Accounting fraud usually starts at the top of the corporate ladder, but its effects filter all the way back down, says a study by the Treadway Commission.
The report, issued by Dana Hermanson, Dinos Eminent Scholar of Private Enterprise and accounting professor at Kennesaw State University's Coles College of Business, said that in 90 percent of the 347 cases of alleged fraudulent reporting it identified in public companies from 1998-2007, CEOs and CFOs were implicated in the U.S. Securities and Exchange Commission investigations.

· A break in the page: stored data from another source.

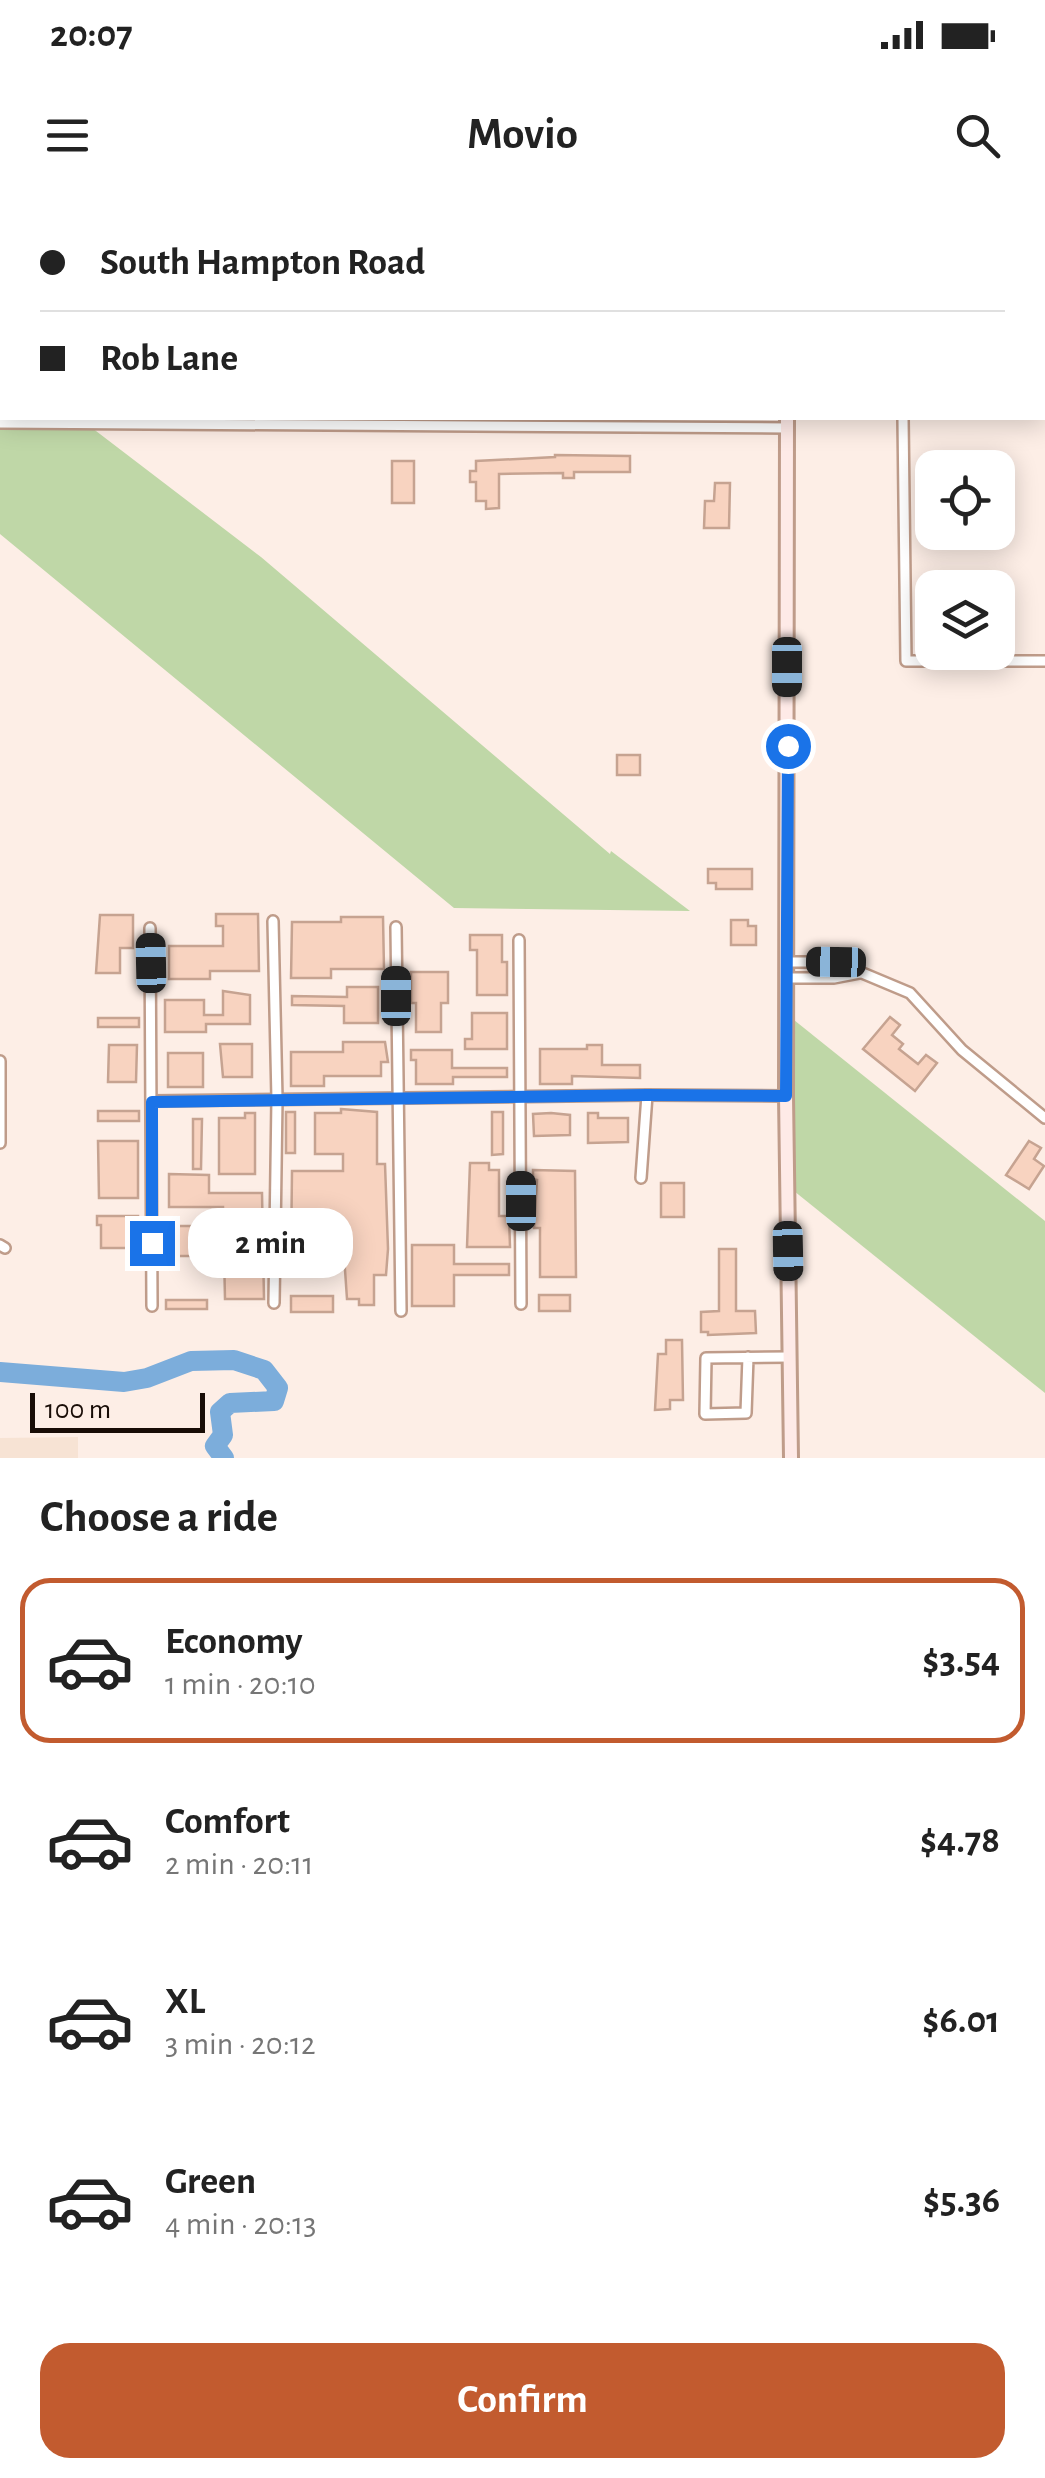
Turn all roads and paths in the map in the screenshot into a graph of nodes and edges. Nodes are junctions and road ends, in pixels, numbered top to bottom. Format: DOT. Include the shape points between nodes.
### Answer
graph roads {
  1 [pos="902,420"];
  2 [pos="0,423"];
  3 [pos="787,423"];
  4 [pos="1045,661"];
  5 [pos="273,921"];
  6 [pos="396,927"];
  7 [pos="150,928"];
  8 [pos="519,940"];
  9 [pos="788,962"];
  10 [pos="863,972"];
  11 [pos="788,978"];
  12 [pos="0,1060"];
  13 [pos="647,1095"];
  14 [pos="786,1096"];
  15 [pos="396,1098"];
  16 [pos="276,1099"];
  17 [pos="521,1099"];
  18 [pos="152,1102"];
  19 [pos="1045,1118"];
  20 [pos="0,1143"];
  21 [pos="641,1178"];
  22 [pos="274,1302"];
  23 [pos="521,1304"];
  24 [pos="152,1306"];
  25 [pos="401,1311"];
  26 [pos="748,1357"];
  27 [pos="789,1357"];
  28 [pos="791,1458"];
  1 -- 4 [label="street" via="906,661"];
  2 -- 3 [label="street"];
  3 -- 9 [label="main road"];
  5 -- 16 [label="street"];
  6 -- 15 [label="street"];
  7 -- 18 [label="street"];
  8 -- 17 [label="street"];
  9 -- 10 [label="street" via="836,962"];
  9 -- 11 [label="main road"];
  10 -- 11 [label="street"];
  10 -- 19 [label="street" via="910,994 962,1050"];
  11 -- 14 [label="main road"];
  12 -- 20 [label="street"];
  13 -- 14 [label="street"];
  13 -- 17 [label="street"];
  13 -- 21 [label="street"];
  14 -- 27 [label="main road"];
  15 -- 16 [label="street"];
  15 -- 17 [label="street"];
  15 -- 25 [label="street"];
  16 -- 18 [label="street"];
  16 -- 22 [label="street"];
  17 -- 23 [label="street"];
  18 -- 24 [label="street"];
  26 -- 26 [label="street" via="706,1358 705,1414 746,1414"];
  26 -- 27 [label="street"];
  27 -- 28 [label="main road"];
}
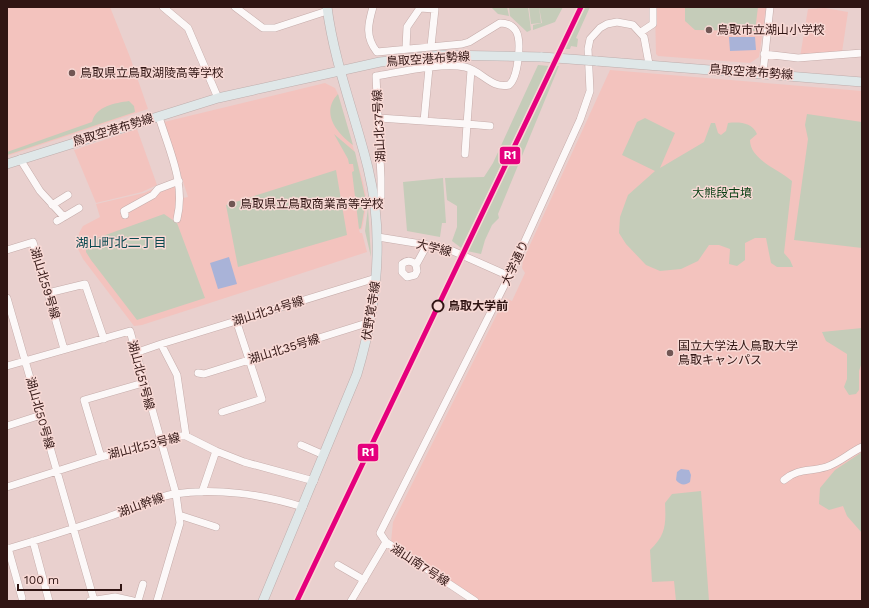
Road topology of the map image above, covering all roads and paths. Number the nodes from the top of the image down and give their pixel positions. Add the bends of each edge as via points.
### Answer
1 (164, 7) edge
2 (235, 7) edge
3 (373, 7) edge
4 (653, 7) edge
5 (770, 7) edge
6 (327, 9) edge
7 (641, 32) junction
8 (431, 46) junction
9 (406, 48) junction
10 (862, 53) edge
11 (764, 54) junction
12 (518, 55) junction
13 (649, 64) junction
14 (429, 68) junction
15 (471, 70) junction
16 (341, 71) junction
17 (763, 73) junction
18 (862, 82) edge
19 (218, 98) junction
20 (159, 116) junction
21 (378, 118) junction
22 (424, 120) junction
23 (467, 124) junction
24 (490, 126) dead end
25 (464, 154) dead end
26 (20, 159) junction
27 (7, 164) edge
28 (178, 181) junction
29 (68, 196) dead end
30 (52, 205) junction
31 (374, 205) junction
32 (78, 208) dead end
33 (125, 215) dead end
34 (176, 219) dead end
35 (378, 236) junction
36 (426, 245) junction
37 (7, 250) edge
38 (416, 265) dead end
39 (510, 276) junction
40 (376, 278) junction
41 (48, 293) junction
42 (8, 303) edge
43 (236, 320) junction
44 (370, 322) junction
45 (104, 339) junction
46 (161, 344) junction
47 (64, 350) junction
48 (135, 353) junction
49 (249, 360) junction
50 (25, 361) junction
51 (7, 366) edge
52 (198, 373) dead end
53 (143, 383) junction
54 (222, 412) dead end
55 (41, 415) junction
56 (7, 426) edge
57 (186, 436) junction
58 (160, 442) junction
59 (300, 445) dead end
60 (862, 447) edge
61 (216, 451) junction
62 (324, 455) junction
63 (101, 457) junction
64 (56, 471) junction
65 (784, 480) dead end
66 (314, 481) junction
67 (7, 487) edge
68 (202, 492) junction
69 (176, 494) junction
70 (303, 507) junction
71 (179, 515) junction
72 (216, 527) dead end
73 (73, 528) junction
74 (33, 541) junction
75 (386, 542) junction
76 (8, 549) edge
77 (338, 565) dead end
78 (364, 580) junction
79 (143, 584) dead end
80 (22, 598) dead end
81 (92, 600) edge
82 (49, 601) edge
83 (133, 601) edge
84 (138, 601) edge
85 (157, 601) edge
86 (263, 601) edge
87 (351, 601) edge
88 (475, 601) edge

1 - 19 street via 188,28
2 - 6 street via 263,28 275,28
3 - 9 street, 湖山北37号線 via 367,26 377,52
4 - 7 street via 653,24
5 - 11 street
6 - 16 main road, 伏野覚寺線
7 - 13 street
7 - 39 street, 大学通り via 633,25 617,22 600,28 590,39 589,99
8 - 9 street, 湖山北37号線
8 - 9 street via 435,9 420,8 407,28
8 - 12 street, 湖山北37号線 via 469,42 494,26 505,24 517,32
10 - 11 street via 798,58
11 - 17 street
12 - 13 main road, 鳥取空港布勢線, bridge
12 - 15 street, 湖山北37号線 via 514,81 509,85 497,86
12 - 16 main road, 鳥取空港布勢線 via 440,55 380,62
13 - 17 main road, 鳥取空港布勢線
14 - 15 street, 湖山北37号線 via 455,67
14 - 21 street, 湖山北37号線 via 376,76
14 - 22 street
15 - 23 street
16 - 19 main road, 鳥取空港布勢線
16 - 31 main road, 伏野覚寺線 via 368,170
17 - 18 main road, 鳥取空港布勢線
19 - 20 main road, 鳥取空港布勢線
20 - 26 main road, 鳥取空港布勢線
20 - 28 street
21 - 22 street
21 - 31 street, 湖山北37号線 via 381,197
22 - 23 street
23 - 24 street
23 - 25 street
26 - 27 main road, 鳥取空港布勢線
26 - 30 street
28 - 33 street via 158,189 153,195 124,211
28 - 34 street via 179,207
29 - 30 street
30 - 32 street via 61,219
31 - 35 main road, 伏野覚寺線
35 - 36 street, 大学線
35 - 40 main road, 伏野覚寺線
36 - 38 street
36 - 39 street, 大学線 via 446,248
37 - 41 street, 湖山北59号線 via 33,242
39 - 75 street, 大学通り via 380,533
40 - 43 street, 湖山北34号線
40 - 44 main road, 伏野覚寺線
41 - 45 street via 85,284
41 - 47 street, 湖山北59号線
42 - 50 street, 湖山北50号線
43 - 46 street, 湖山北34号線
43 - 49 street
44 - 49 street, 湖山北35号線
44 - 62 main road, 伏野覚寺線 via 357,374
45 - 47 street, 湖山北51号線
45 - 48 street, 湖山北51号線 via 130,331
46 - 48 street
46 - 57 street, 湖山北53号線 via 177,375
47 - 50 street, 湖山北51号線
48 - 53 street, 湖山北51号線
49 - 52 street, 湖山北35号線 via 204,374
49 - 54 street via 262,399
50 - 51 street, 湖山北51号線
50 - 55 street, 湖山北50号線
53 - 58 street, 湖山北51号線
53 - 63 street via 84,400
55 - 56 street
55 - 64 street, 湖山北50号線
57 - 58 street, 湖山北53号線
57 - 61 street
58 - 63 street, 湖山北53号線
58 - 69 street, 湖山北51号線
59 - 62 street
60 - 65 street via 825,468 792,473
61 - 66 street via 244,462
61 - 68 street
62 - 66 main road, 伏野覚寺線
63 - 64 street, 湖山北53号線
64 - 67 street, 湖山北53号線
64 - 73 street, 湖山北50号線
66 - 70 main road, 伏野覚寺線
68 - 69 street, 湖山幹線
68 - 70 street, 湖山幹線 via 275,499
69 - 71 street, 湖山北51号線
69 - 73 street, 湖山幹線 via 157,497
70 - 86 main road, 伏野覚寺線
71 - 72 street
71 - 85 street, 湖山北51号線 via 180,523
73 - 74 street, 湖山幹線
73 - 81 street, 湖山北50号線
74 - 76 street, 湖山幹線
74 - 82 street
75 - 78 street
75 - 88 street, 湖山南7号線
76 - 80 street
77 - 78 street
78 - 87 street
79 - 84 street
81 - 83 street via 115,597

"But that's only the beginning of the consequences," said Hermanson, co-author of the study. "The repercussions go on to affect employees, stockholders and board members." Hermanson compared companies investigated for fraud with those that were not. "We found that the companies under investigation for accounting fraud had abnormal stock declines (an average of 17 percent) within two days of the fraud announcement," he said. "Twenty-eight percent of the alleged fraud companies went bankrupt and 62 percent had to liquidate assets within two years, and 47 percent of these companies were delisted from a stock exchange, which impacted both the company's reputation and access to capital."
"There were 347 cases in 1998-2007 versus 294 cases in 1987-1997, but the dollar amount soared to nearly $400 million per case. By comparison, the mean was $25 million per case in the decade before," Hermanson said. The latest decade included the dot.com bust of 2001, and the high-profile fraud cases of Enron, Tyco International and WorldCom.